**** Task data ****

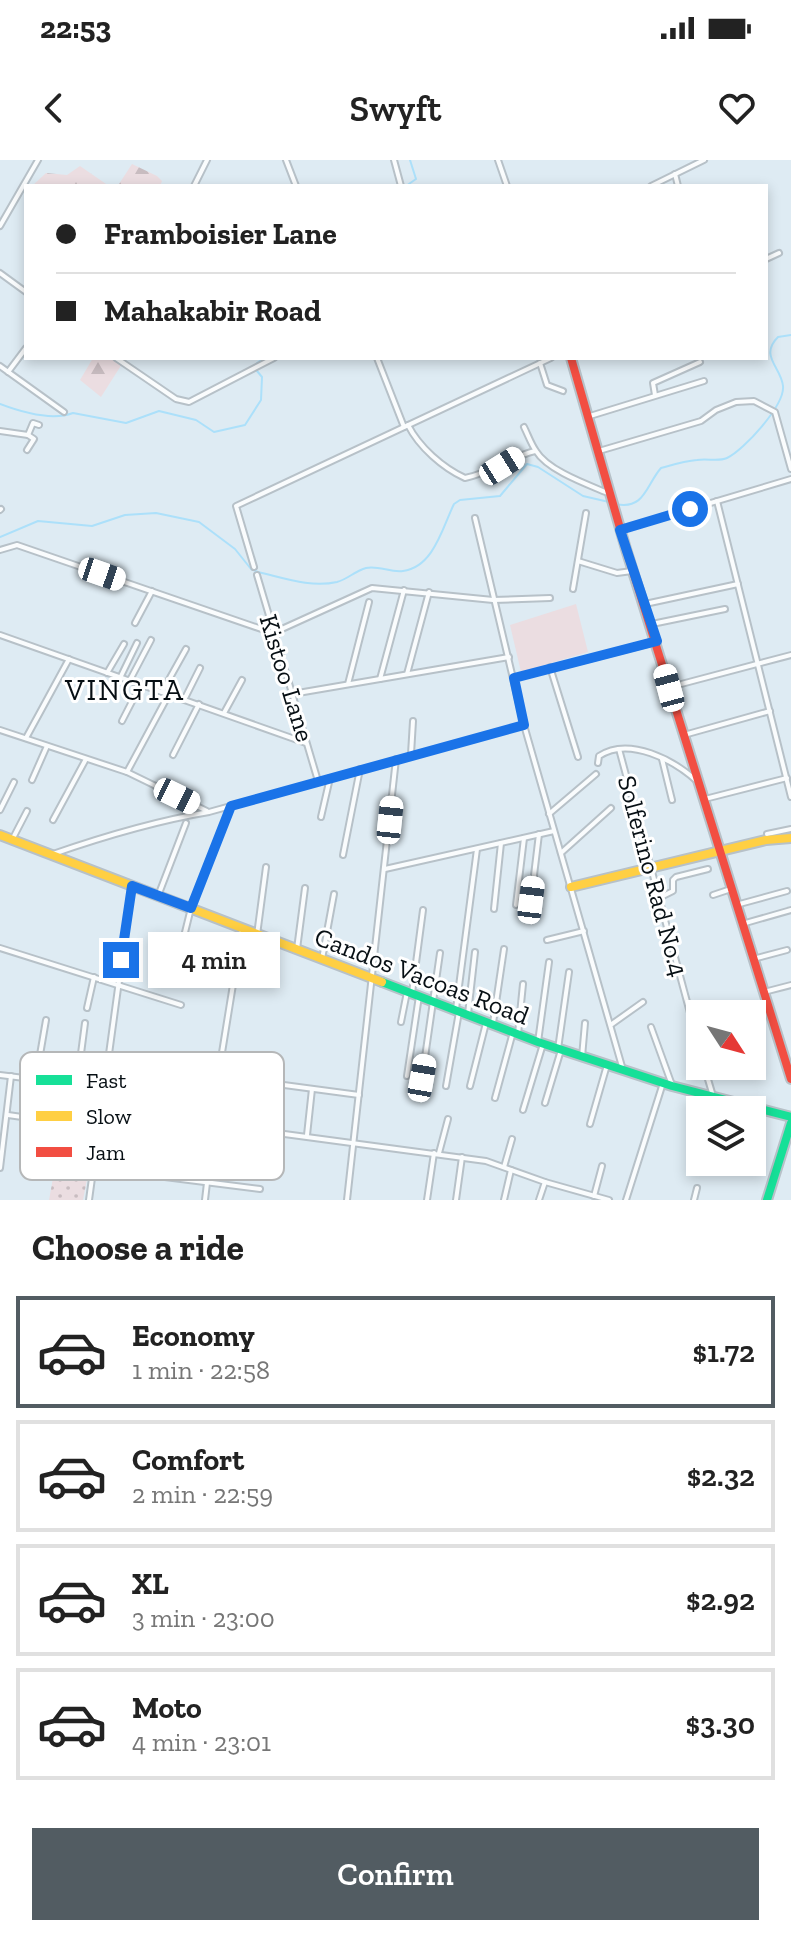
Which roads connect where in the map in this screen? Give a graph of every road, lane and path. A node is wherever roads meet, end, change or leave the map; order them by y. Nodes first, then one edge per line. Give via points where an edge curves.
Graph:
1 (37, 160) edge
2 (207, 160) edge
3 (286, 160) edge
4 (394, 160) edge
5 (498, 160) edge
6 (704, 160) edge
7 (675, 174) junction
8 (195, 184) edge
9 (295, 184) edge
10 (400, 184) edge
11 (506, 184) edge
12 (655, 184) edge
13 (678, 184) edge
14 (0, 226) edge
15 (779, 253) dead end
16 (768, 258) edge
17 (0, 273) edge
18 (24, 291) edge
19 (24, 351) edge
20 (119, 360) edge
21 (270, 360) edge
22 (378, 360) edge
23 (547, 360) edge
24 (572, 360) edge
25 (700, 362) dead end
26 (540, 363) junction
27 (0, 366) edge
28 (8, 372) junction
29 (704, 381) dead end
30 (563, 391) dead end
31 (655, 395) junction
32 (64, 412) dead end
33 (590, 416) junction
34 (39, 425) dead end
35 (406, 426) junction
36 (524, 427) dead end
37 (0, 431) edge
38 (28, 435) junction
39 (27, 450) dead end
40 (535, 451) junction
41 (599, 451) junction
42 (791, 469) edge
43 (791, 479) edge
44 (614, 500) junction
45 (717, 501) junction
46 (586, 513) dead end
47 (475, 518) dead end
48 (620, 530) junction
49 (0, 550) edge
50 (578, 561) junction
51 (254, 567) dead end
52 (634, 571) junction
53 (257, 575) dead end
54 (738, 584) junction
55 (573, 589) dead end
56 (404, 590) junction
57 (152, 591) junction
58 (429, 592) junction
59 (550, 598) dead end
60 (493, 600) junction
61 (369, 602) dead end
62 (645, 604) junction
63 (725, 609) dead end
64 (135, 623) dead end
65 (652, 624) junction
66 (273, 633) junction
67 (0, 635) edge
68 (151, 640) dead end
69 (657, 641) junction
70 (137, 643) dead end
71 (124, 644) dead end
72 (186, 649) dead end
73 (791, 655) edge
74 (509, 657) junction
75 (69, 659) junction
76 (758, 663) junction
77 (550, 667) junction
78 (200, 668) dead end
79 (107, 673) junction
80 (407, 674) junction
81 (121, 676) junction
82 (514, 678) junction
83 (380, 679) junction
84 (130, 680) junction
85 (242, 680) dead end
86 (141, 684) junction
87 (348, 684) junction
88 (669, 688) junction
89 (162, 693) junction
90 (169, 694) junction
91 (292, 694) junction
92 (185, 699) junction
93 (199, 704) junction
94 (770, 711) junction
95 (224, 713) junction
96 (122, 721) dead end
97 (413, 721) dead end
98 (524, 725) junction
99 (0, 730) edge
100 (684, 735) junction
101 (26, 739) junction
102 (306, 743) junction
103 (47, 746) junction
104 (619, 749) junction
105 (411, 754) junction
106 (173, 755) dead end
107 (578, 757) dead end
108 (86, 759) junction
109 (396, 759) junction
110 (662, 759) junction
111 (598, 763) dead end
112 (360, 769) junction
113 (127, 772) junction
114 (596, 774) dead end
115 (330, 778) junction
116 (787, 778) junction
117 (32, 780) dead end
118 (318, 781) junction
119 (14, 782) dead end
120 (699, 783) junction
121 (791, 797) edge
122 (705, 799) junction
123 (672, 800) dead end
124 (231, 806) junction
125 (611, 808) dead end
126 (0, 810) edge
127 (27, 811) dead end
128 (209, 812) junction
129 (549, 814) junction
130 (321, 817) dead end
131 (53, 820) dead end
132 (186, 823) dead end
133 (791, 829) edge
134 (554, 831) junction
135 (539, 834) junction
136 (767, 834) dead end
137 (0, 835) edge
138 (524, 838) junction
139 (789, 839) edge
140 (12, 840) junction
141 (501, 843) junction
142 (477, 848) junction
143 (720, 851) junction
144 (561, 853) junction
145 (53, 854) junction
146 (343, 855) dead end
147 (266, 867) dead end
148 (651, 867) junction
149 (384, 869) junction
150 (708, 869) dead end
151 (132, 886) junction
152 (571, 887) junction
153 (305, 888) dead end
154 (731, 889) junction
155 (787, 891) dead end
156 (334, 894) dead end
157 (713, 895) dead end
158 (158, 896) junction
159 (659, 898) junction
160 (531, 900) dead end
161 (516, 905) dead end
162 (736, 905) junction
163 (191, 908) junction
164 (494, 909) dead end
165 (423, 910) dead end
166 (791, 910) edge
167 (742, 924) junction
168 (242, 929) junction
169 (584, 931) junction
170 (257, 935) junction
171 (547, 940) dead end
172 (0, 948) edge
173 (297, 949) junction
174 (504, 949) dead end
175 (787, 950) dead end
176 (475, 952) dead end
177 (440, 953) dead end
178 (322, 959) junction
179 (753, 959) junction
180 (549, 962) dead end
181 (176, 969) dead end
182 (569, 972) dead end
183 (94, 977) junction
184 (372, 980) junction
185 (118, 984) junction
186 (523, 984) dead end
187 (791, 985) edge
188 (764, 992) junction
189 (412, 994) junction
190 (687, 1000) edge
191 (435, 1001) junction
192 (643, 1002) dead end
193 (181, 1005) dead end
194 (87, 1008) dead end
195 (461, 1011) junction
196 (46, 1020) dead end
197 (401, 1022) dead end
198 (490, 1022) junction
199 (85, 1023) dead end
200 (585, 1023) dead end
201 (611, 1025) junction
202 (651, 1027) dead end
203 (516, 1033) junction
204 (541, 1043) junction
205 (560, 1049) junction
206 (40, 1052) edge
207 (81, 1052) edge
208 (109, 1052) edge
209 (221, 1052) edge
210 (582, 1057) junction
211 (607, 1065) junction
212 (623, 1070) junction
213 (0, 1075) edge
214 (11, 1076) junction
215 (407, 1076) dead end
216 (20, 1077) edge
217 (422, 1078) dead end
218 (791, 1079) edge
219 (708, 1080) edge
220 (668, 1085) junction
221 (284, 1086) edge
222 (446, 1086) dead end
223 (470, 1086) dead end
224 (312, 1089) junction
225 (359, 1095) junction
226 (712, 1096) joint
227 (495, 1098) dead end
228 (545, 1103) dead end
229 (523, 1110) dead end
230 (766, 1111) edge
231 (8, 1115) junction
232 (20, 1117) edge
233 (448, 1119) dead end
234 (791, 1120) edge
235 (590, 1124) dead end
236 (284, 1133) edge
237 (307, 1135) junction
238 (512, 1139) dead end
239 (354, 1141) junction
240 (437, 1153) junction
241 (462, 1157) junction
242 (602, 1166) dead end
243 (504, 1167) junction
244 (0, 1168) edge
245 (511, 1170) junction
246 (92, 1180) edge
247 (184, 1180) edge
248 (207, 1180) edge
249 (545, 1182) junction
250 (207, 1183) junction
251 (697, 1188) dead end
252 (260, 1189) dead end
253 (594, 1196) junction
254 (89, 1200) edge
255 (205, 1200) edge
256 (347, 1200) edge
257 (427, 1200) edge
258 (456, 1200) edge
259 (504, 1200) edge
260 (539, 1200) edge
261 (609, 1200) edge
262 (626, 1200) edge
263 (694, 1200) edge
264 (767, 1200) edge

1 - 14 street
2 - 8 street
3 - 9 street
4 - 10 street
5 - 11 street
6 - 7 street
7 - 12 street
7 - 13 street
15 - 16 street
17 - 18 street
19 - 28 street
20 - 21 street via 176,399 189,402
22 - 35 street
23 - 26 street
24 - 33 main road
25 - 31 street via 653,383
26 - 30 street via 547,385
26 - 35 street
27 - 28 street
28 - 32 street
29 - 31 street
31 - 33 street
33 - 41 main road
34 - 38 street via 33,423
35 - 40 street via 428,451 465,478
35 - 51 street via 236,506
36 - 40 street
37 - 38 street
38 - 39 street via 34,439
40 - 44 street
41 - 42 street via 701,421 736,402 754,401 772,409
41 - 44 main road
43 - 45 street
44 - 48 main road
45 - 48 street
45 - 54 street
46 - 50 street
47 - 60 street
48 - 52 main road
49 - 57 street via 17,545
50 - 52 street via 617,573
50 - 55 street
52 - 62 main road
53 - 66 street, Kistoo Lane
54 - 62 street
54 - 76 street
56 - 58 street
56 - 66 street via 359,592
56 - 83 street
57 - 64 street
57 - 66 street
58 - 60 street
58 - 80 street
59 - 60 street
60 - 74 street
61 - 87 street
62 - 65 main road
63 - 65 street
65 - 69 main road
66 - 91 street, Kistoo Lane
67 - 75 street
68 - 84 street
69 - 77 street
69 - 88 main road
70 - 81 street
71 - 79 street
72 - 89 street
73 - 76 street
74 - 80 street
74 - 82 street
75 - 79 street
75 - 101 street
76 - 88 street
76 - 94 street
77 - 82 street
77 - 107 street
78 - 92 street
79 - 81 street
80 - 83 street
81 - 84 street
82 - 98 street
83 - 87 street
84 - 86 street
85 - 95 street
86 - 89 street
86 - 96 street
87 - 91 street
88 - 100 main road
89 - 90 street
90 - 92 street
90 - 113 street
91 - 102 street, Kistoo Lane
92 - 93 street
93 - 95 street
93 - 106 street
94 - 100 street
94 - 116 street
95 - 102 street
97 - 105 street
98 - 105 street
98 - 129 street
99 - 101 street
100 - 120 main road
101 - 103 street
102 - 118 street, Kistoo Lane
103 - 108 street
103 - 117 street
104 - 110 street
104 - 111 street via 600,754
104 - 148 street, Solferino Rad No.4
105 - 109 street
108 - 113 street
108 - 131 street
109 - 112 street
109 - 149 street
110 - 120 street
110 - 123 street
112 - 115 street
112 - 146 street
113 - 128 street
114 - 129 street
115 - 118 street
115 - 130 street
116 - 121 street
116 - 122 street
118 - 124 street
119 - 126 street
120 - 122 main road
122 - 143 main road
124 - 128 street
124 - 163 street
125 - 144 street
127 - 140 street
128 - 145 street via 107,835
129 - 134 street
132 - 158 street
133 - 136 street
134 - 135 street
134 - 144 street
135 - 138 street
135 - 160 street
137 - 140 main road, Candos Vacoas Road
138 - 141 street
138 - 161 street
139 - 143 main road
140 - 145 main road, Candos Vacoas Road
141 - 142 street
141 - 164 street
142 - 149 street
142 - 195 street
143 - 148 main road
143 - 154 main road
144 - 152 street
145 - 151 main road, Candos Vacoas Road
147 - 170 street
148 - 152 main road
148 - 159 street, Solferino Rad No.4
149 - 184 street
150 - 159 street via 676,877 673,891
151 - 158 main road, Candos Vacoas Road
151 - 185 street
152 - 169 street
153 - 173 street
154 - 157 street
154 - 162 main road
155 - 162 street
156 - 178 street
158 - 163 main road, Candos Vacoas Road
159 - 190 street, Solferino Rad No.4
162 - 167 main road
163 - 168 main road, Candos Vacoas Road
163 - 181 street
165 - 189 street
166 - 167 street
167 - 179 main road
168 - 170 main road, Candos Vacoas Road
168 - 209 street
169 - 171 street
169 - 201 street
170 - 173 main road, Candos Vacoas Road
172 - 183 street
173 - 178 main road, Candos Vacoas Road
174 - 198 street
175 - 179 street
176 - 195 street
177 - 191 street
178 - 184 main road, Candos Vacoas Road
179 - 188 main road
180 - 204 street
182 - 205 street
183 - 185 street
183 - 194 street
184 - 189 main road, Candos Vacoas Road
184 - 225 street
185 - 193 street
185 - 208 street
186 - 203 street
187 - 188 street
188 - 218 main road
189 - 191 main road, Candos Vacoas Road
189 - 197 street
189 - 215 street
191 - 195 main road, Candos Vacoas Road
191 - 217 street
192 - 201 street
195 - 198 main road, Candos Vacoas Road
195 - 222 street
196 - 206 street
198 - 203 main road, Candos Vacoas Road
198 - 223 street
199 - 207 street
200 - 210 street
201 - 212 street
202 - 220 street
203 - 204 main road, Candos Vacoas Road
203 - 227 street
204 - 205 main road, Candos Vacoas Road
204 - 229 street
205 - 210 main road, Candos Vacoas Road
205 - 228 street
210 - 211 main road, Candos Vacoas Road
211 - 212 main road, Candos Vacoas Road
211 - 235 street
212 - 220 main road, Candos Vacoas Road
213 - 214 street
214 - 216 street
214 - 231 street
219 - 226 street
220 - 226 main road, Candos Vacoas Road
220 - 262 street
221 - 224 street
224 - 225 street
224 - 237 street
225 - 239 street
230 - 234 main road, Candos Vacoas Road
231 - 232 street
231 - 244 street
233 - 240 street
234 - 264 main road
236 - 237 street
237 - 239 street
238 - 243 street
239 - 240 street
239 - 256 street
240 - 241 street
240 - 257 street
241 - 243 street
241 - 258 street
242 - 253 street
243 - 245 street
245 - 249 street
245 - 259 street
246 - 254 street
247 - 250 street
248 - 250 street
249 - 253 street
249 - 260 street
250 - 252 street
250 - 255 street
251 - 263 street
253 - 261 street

****

Tally the lines above that include "Solferino", and reply with only the tally.

> [Task output]: 3